The royal family’s Christmas dinner looks delicious! Well, if you like traditional British food such as roast turkey, vegetables, and sweets that are on fire.
As Us Food reports, the Windsors, who are — for the most part — a family of classic tastes when it comes to food (Queen Elizabeth loves Corn Flakes for breakfast, for example), carry that tradition of enjoying traditional fare when it comes to their Christmas dinner.

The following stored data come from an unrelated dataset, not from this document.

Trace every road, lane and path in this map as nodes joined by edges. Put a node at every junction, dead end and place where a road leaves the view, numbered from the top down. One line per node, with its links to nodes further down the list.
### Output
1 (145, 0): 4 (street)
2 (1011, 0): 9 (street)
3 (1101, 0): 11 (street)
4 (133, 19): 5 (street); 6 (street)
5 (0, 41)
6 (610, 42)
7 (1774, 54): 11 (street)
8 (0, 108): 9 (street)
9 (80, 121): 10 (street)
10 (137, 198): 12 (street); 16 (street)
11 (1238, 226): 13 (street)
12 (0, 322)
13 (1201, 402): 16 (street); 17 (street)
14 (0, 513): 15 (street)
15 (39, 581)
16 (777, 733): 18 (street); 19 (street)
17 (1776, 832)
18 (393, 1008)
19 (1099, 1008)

A Traditional English Breakfast
In the U.S., Christmas morning is all about the kids rushing to open up the presents Santa left under the tree. Breakfast is an afterthought. Not so for the royal family: they’ll open up their presents later that day. First, they’ll have a traditional English breakfast (bacon, sausages, eggs, beans, tomatoes) and then head to church.
Appetizer: Jam Pennies
The traditional Windsor Christmas day snack is a cookie called a “jam penny,” and you may have seen one in your grandmother’s pantry at some point in your life. The butter cookies have a center of jam, which was traditionally about the size of the English penny coin.

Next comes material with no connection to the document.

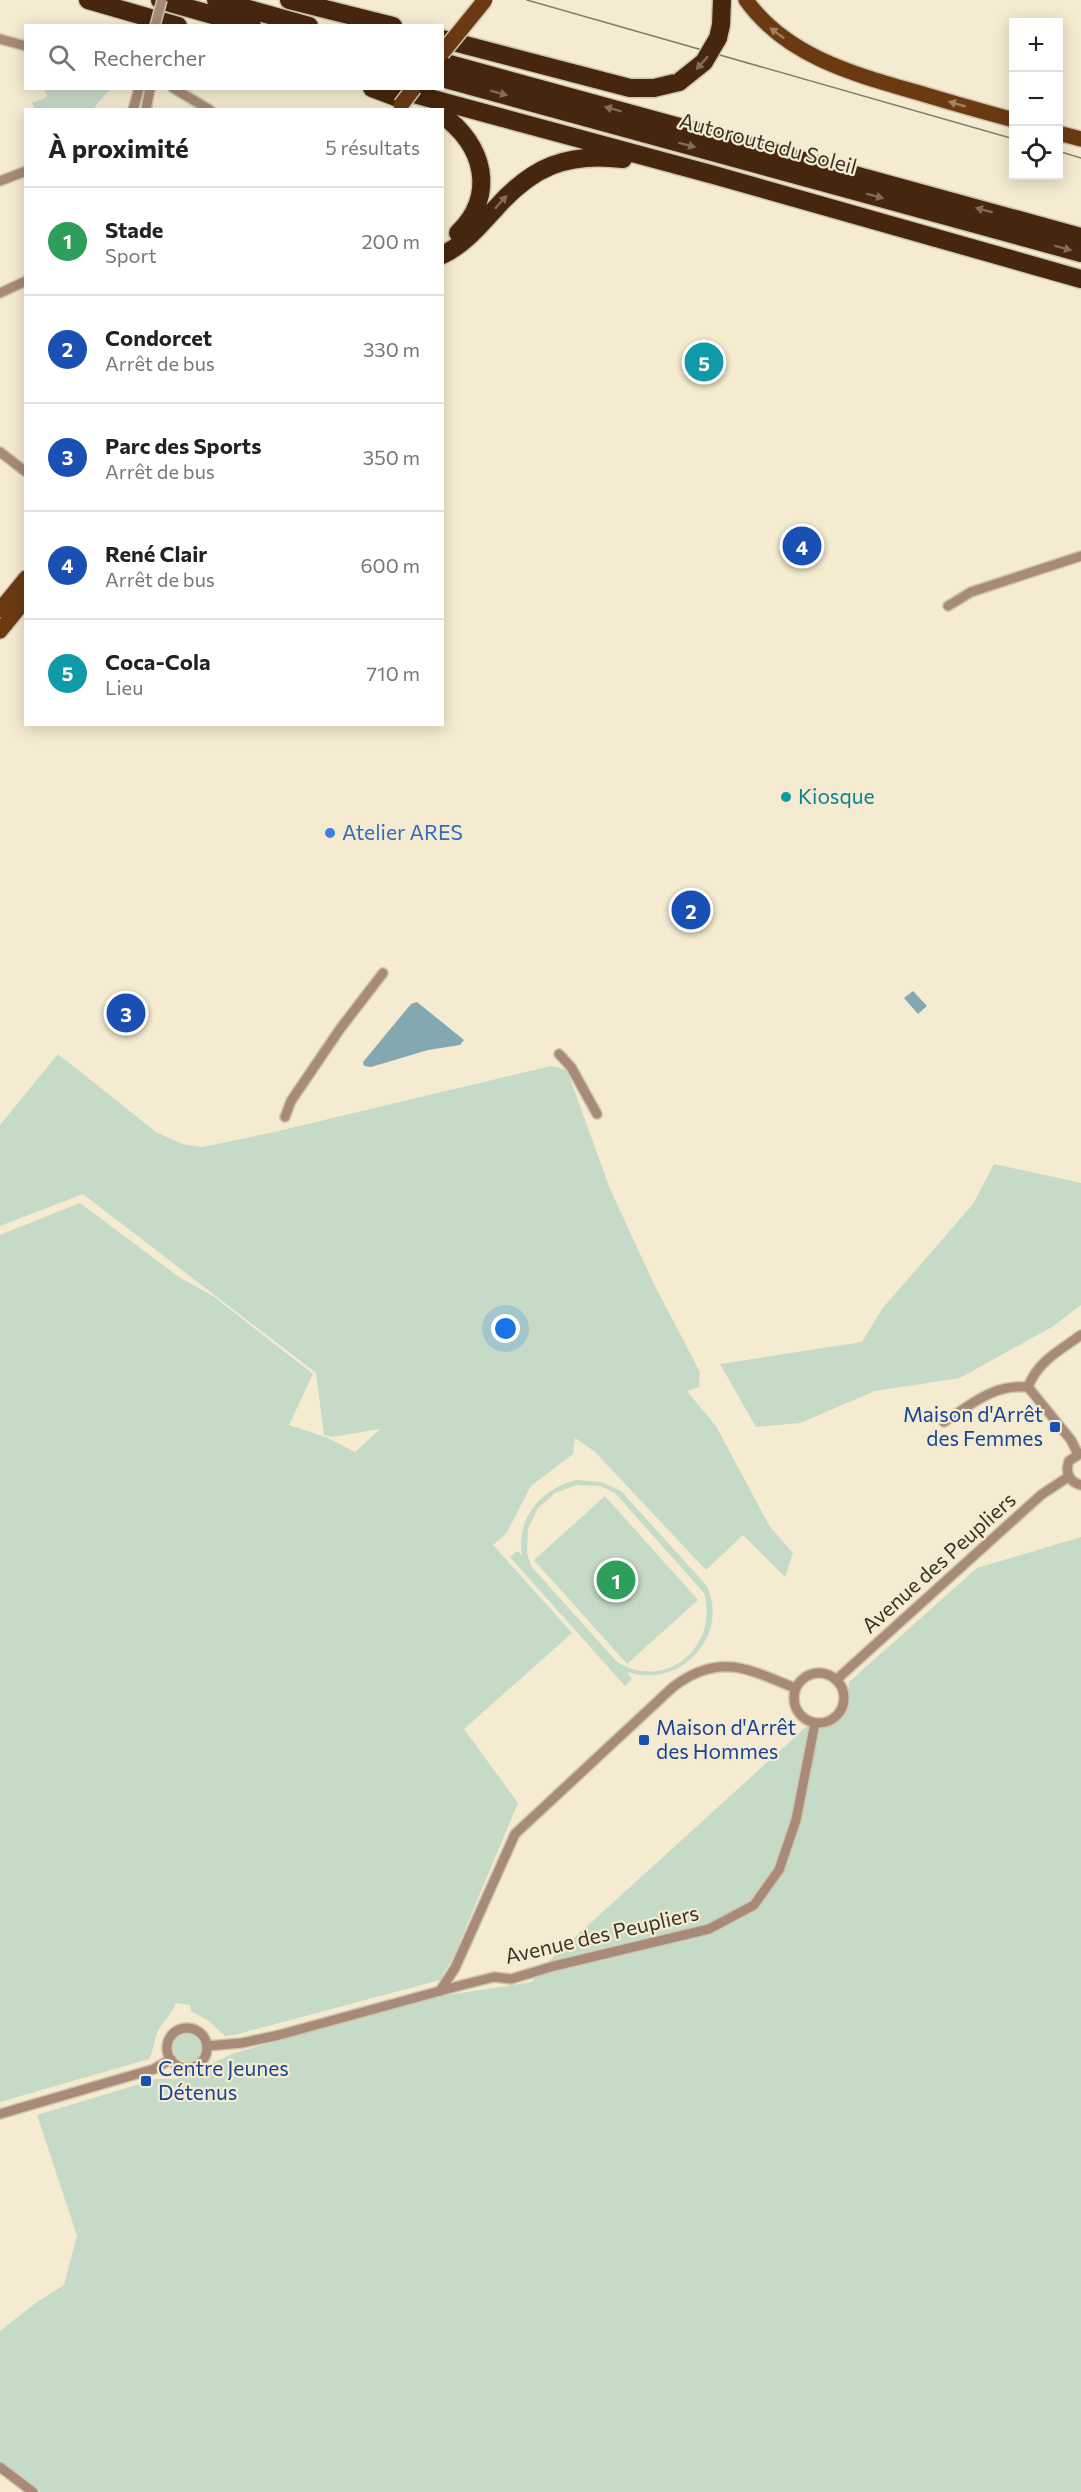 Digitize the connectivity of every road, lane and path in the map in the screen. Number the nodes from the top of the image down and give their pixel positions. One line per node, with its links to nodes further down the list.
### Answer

Jam pennies are traditionally enjoyed with wine, but at least one pregnant woman will be at the table that day. Meghan, the Duchess of Sussex, will likely be enjoying tea with hers.
— All Saints PS (@allsaintsps) June 10, 2016
The Main Course: Roast Turkey
One might presume that eating turkey on Christmas is a strictly American thing. You’d be wrong: the British have been eating turkey on Christmas for nearly 500 years now, ever since Henry VIII made it a thing, according to British Turkey. However, it wasn’t until the 1950s when the advent of refrigeration — and an increase in the British standard of living — made turkey accessible to the average British citizen.
There is a long-standing urban legend suggesting that the queen — or whoever is the reigning monarch — eats swan at Christmas. That’s because, according to the Express, centuries-old laws say that all of the swans in England are the property of the Crown. However, there is no evidence to indicate that Elizabeth II has ever eaten one — for Christmas dinner or otherwise.
Side Dishes: Simple Roasted Veggies
We said that the Windsors were a family of tradition, and their choice of side dishes reflects that. The family can look forward to sides of roasted potatoes, carrots, cauliflower, and Brussels sprouts.
Dessert: Doesn’t Really Matter, As Long As It’s On Fire
For dessert, the chefs in the Sandringham Palace kitchen will have to up their game just a little bit, as the queen’s family is known to enjoy a dessert that requires a little prep work.
Specifically, they’ll enjoy one of several recipes of flaming Christmas pudding, which is just what it sounds like — a dessert that’s on fire. Former royal chef Darren McGrady says that the typical preparation involves dark beer, rum, and brandy, and takes three months to “mature.” When it’s finally served, it will be lit on fire before being placed before the diner.